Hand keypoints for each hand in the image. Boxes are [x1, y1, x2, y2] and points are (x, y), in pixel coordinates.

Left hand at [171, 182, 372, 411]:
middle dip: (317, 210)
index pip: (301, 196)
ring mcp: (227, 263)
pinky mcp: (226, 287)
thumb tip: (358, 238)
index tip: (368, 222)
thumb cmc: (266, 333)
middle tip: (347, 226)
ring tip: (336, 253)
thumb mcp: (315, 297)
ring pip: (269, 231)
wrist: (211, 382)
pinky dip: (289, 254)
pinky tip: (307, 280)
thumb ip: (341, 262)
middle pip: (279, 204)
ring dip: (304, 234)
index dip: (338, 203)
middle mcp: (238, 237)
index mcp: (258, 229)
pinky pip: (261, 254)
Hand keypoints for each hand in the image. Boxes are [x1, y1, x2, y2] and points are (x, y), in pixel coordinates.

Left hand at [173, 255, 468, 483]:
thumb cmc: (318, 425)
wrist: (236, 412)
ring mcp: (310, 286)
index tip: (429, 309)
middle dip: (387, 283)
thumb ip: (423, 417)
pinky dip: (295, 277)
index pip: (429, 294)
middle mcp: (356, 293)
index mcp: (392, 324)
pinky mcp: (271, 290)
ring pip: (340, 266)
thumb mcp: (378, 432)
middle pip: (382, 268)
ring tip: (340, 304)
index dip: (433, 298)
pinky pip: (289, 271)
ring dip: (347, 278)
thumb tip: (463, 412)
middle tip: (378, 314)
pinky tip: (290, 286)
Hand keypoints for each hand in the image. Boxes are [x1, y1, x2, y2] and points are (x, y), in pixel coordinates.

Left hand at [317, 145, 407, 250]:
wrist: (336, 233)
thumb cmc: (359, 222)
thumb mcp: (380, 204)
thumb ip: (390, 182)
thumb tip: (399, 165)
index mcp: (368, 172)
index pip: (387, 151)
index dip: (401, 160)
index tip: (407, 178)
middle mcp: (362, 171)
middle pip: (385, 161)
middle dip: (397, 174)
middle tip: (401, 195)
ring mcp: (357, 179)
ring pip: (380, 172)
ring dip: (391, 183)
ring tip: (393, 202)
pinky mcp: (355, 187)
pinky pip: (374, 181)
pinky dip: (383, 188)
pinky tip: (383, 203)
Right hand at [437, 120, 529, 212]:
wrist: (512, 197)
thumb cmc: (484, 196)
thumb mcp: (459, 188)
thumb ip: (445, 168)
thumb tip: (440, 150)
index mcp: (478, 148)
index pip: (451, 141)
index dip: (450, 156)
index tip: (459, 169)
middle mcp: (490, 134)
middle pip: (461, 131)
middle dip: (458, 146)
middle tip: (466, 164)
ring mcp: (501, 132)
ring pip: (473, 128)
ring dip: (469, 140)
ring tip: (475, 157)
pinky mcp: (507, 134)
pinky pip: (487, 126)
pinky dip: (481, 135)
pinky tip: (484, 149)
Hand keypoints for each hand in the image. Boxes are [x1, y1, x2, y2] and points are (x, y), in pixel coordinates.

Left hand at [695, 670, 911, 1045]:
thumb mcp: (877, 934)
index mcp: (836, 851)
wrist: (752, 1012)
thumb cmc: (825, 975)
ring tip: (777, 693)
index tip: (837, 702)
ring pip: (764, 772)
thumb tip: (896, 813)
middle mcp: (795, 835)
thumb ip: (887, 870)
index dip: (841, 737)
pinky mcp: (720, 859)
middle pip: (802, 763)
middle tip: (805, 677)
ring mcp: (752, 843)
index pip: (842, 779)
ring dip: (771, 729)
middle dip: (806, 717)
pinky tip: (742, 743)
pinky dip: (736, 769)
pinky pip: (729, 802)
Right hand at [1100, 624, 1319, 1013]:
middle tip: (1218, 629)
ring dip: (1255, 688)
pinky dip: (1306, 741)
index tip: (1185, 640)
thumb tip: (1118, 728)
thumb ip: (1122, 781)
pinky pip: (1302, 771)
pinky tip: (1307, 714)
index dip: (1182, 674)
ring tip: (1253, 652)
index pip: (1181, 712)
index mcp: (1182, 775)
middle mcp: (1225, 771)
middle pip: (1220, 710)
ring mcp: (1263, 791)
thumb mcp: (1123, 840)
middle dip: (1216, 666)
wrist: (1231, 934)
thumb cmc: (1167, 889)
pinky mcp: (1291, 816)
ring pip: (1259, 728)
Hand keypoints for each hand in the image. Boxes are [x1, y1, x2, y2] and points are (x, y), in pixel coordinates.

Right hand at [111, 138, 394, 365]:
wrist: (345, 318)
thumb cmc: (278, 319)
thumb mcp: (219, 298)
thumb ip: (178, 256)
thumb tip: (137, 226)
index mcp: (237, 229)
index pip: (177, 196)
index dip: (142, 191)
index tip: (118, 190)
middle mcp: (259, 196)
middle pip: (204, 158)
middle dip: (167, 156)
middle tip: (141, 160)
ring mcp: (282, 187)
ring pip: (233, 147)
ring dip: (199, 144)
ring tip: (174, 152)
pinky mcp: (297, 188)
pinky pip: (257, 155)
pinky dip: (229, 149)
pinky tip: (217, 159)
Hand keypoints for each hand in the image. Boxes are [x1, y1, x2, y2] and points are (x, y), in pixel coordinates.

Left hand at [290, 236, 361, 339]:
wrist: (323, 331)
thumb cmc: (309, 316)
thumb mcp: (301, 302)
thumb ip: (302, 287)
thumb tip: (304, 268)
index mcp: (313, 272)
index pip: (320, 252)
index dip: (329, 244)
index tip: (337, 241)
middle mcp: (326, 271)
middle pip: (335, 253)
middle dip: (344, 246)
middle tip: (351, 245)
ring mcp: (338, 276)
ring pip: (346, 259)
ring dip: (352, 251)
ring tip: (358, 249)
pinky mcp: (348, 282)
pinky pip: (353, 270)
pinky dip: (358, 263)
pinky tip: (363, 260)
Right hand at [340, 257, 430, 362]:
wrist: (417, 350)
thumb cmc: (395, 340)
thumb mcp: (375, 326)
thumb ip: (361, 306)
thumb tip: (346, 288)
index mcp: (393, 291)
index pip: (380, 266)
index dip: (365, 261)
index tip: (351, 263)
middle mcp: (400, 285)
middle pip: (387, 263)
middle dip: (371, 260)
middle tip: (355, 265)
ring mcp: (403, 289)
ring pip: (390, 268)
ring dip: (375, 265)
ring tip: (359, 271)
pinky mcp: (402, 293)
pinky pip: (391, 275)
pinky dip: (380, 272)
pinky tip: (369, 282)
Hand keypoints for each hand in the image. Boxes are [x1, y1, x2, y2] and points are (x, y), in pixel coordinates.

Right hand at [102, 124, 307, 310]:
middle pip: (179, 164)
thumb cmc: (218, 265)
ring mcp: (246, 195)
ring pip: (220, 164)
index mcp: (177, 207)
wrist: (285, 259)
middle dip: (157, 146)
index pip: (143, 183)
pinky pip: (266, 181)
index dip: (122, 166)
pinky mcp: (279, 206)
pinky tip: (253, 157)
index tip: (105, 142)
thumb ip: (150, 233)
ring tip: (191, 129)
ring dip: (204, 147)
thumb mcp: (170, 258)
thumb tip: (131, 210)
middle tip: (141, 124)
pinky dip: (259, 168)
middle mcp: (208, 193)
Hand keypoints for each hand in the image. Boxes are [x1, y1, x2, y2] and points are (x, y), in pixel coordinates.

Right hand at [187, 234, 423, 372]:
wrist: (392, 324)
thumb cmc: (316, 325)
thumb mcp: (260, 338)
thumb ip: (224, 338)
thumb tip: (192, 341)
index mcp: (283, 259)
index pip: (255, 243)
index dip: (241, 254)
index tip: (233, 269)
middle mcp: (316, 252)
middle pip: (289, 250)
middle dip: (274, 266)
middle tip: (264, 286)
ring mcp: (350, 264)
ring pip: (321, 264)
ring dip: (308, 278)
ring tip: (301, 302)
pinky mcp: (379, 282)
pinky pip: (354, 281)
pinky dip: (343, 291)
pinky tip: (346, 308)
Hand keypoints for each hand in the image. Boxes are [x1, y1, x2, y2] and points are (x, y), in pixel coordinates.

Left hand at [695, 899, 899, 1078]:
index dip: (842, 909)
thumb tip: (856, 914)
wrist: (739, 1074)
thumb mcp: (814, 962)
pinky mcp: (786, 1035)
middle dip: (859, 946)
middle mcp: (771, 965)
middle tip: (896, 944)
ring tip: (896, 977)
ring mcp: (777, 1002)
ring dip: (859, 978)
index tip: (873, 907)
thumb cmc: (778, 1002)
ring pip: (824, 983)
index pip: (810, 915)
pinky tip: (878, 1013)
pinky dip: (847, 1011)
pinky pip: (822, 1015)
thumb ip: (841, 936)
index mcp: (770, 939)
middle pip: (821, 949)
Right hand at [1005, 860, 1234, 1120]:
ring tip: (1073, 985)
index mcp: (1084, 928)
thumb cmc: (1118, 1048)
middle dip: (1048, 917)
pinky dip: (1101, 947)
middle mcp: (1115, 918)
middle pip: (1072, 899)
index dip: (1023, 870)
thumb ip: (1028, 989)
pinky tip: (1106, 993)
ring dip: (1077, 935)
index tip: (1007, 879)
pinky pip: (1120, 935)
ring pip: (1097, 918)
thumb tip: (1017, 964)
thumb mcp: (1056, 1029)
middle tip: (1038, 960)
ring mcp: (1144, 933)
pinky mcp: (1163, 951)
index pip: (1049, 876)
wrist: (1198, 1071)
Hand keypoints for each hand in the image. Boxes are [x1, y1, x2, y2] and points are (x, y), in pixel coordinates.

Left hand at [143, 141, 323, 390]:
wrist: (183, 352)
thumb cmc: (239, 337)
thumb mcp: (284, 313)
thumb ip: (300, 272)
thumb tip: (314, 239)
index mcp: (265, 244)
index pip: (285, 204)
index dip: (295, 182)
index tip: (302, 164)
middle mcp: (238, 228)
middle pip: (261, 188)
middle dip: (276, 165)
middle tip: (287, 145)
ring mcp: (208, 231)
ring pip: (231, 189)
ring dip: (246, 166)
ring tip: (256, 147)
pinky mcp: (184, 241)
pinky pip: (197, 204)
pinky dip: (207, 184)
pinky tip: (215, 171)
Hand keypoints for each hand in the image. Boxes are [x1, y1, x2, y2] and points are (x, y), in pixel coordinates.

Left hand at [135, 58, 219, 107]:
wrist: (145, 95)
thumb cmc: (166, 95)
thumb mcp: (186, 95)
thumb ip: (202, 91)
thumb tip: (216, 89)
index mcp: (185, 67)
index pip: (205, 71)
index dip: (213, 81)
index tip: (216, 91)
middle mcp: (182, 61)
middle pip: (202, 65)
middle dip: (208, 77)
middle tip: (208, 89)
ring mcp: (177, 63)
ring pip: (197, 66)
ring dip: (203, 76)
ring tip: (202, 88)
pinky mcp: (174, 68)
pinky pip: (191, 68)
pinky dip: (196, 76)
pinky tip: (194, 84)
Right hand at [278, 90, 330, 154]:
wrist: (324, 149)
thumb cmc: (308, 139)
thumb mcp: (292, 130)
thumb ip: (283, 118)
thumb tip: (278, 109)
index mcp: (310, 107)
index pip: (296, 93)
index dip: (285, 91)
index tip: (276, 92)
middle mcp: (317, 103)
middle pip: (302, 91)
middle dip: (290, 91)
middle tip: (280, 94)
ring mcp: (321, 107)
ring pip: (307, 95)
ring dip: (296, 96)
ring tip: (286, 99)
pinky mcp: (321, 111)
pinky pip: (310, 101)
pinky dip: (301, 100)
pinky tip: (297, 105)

━━━━━━━━

__Task goal__
Transcribe the material exactly, stopping after the "thumb ip: (423, 417)" line.

__Response__
Hand keypoints for each hand in the image. Boxes are [x1, y1, x2, y2] and points are (x, y), in pixel coordinates.

Left hand at [171, 182, 372, 411]:
middle dip: (317, 210)
index pip: (301, 196)
ring mcp: (227, 263)
pinky mcp: (226, 287)
thumb tip: (358, 238)
index tip: (368, 222)
thumb cmc: (266, 333)
middle tip: (347, 226)
ring tip: (336, 253)
thumb mcp: (315, 297)
ring pip: (269, 231)
wrist: (211, 382)
pinky dip: (289, 254)
pinky tip: (307, 280)
thumb ip: (341, 262)
middle pip: (279, 204)
ring dip: (304, 234)
index dip: (338, 203)
middle mcp: (238, 237)
index mcp: (258, 229)
pinky pip: (261, 254)
Hand keypoints for each hand in the image. Boxes are [x1, y1, x2, y2] and points are (x, y), in pixel coordinates.

Left hand at [173, 255, 468, 483]:
thumb cmc: (318, 425)
wrist: (236, 412)
ring mcp: (310, 286)
index tip: (429, 309)
middle dip: (387, 283)
thumb ip: (423, 417)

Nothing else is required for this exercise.